#### [DIRECTIONS FOR THIS TASK]
Within the data below, tally the lines that contain "bridge" and state only the total.
== RECORDS
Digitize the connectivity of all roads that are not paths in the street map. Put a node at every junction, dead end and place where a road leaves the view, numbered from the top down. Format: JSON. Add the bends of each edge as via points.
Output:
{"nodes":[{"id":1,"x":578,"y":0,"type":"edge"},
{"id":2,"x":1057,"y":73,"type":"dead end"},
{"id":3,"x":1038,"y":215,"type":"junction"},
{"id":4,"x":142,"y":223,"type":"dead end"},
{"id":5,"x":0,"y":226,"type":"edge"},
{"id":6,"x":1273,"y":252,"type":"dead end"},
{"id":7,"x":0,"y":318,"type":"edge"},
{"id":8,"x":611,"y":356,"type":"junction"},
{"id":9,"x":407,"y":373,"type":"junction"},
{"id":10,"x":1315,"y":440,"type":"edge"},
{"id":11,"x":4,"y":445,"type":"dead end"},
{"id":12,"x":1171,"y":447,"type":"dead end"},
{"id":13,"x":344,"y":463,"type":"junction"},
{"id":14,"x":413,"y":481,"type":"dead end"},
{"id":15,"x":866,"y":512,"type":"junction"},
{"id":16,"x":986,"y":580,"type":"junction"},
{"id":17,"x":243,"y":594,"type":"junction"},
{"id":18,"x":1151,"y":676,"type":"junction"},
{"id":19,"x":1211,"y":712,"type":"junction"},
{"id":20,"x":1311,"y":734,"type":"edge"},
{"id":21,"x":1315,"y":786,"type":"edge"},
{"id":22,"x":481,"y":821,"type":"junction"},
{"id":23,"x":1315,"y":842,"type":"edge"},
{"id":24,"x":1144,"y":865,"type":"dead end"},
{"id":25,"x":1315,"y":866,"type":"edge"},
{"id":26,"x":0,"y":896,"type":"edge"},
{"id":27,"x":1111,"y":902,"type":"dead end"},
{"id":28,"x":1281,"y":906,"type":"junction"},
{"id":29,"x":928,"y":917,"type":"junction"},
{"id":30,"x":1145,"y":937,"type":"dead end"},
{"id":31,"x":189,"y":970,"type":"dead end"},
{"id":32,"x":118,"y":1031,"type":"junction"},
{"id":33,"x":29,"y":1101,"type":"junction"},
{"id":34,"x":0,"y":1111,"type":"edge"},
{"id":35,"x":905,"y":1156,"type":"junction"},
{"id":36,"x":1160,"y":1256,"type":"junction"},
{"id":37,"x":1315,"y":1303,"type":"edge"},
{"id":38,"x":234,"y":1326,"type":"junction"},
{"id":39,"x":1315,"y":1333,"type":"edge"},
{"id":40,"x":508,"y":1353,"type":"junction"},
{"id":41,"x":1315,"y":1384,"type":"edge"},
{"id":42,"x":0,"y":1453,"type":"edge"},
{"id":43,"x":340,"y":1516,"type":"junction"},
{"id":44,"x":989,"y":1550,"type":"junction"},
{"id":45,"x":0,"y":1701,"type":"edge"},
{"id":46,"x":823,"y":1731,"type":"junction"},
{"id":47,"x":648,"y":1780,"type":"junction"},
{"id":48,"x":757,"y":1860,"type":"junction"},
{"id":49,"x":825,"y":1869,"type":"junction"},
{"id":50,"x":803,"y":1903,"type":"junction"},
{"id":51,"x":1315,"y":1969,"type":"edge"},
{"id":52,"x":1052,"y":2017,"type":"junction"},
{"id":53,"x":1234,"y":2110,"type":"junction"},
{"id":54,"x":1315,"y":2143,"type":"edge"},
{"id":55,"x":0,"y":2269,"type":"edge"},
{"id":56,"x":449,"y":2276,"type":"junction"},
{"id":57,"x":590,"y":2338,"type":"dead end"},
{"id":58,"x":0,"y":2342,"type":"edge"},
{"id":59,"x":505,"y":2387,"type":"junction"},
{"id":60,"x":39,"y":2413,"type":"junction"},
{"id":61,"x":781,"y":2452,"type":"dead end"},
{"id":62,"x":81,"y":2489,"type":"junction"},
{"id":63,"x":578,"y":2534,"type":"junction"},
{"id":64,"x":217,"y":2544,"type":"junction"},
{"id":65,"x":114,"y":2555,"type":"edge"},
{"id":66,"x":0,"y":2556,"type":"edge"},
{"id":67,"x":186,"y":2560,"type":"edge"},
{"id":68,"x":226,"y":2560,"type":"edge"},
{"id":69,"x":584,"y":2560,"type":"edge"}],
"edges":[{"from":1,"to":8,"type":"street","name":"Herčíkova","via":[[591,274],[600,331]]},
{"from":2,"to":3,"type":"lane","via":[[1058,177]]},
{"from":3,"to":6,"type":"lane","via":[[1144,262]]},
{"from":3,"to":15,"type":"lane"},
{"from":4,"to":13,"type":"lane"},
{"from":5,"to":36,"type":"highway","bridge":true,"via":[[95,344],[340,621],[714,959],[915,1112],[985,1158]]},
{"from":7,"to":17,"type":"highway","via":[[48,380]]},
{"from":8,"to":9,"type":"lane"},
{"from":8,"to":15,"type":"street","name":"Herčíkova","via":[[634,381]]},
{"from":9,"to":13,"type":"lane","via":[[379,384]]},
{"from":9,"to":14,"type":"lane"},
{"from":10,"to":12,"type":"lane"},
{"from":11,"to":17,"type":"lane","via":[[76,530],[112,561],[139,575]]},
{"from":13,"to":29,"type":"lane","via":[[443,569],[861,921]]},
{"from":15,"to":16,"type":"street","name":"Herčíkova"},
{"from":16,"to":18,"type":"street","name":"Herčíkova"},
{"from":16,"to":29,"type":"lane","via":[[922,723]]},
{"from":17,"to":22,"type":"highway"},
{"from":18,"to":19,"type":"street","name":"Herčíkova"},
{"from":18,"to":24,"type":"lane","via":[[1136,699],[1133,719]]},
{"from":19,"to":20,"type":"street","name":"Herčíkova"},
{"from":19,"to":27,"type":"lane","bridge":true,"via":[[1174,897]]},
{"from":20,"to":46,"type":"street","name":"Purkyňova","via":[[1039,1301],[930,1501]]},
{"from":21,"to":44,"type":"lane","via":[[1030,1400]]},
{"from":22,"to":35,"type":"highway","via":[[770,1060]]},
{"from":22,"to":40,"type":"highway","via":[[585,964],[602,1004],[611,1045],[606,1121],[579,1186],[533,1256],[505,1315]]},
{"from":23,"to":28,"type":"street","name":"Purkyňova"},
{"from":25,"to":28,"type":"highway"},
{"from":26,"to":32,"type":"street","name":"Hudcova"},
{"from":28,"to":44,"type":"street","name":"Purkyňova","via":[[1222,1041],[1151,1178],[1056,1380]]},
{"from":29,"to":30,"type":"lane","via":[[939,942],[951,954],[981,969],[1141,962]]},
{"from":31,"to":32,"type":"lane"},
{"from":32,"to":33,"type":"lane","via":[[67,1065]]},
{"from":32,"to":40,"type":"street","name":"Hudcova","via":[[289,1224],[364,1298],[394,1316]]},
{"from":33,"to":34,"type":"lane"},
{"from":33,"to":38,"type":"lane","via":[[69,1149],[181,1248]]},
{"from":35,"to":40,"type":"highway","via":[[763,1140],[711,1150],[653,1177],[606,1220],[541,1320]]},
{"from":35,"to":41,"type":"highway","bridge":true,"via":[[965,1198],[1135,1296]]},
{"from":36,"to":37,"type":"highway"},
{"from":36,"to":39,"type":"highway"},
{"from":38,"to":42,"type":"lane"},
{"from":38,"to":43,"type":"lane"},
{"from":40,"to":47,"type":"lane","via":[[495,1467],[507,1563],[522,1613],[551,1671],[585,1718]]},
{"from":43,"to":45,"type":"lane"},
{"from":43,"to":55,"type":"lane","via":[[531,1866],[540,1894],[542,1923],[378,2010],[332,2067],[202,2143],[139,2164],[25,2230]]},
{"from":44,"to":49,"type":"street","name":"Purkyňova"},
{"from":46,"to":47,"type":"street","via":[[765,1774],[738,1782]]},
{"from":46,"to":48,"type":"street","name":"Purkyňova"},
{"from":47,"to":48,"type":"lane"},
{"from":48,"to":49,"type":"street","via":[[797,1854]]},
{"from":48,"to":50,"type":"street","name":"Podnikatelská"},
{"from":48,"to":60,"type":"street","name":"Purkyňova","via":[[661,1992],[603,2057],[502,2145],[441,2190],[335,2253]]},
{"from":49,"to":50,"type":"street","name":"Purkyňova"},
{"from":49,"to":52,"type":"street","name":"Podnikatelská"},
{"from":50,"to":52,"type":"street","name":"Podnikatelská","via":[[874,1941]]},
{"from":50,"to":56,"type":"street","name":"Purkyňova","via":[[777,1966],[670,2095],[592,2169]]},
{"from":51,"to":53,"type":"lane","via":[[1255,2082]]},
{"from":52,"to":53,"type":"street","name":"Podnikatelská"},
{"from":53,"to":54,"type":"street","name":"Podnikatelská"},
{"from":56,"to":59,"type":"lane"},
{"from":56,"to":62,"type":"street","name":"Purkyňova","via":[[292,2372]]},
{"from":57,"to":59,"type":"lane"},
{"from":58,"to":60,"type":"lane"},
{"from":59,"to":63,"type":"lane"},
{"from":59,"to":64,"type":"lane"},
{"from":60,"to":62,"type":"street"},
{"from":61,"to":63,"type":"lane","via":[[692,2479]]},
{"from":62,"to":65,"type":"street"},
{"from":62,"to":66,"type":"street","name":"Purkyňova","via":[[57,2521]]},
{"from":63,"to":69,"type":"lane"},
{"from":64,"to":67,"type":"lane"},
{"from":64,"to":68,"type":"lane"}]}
====
#### [COMPLETED TASK]
3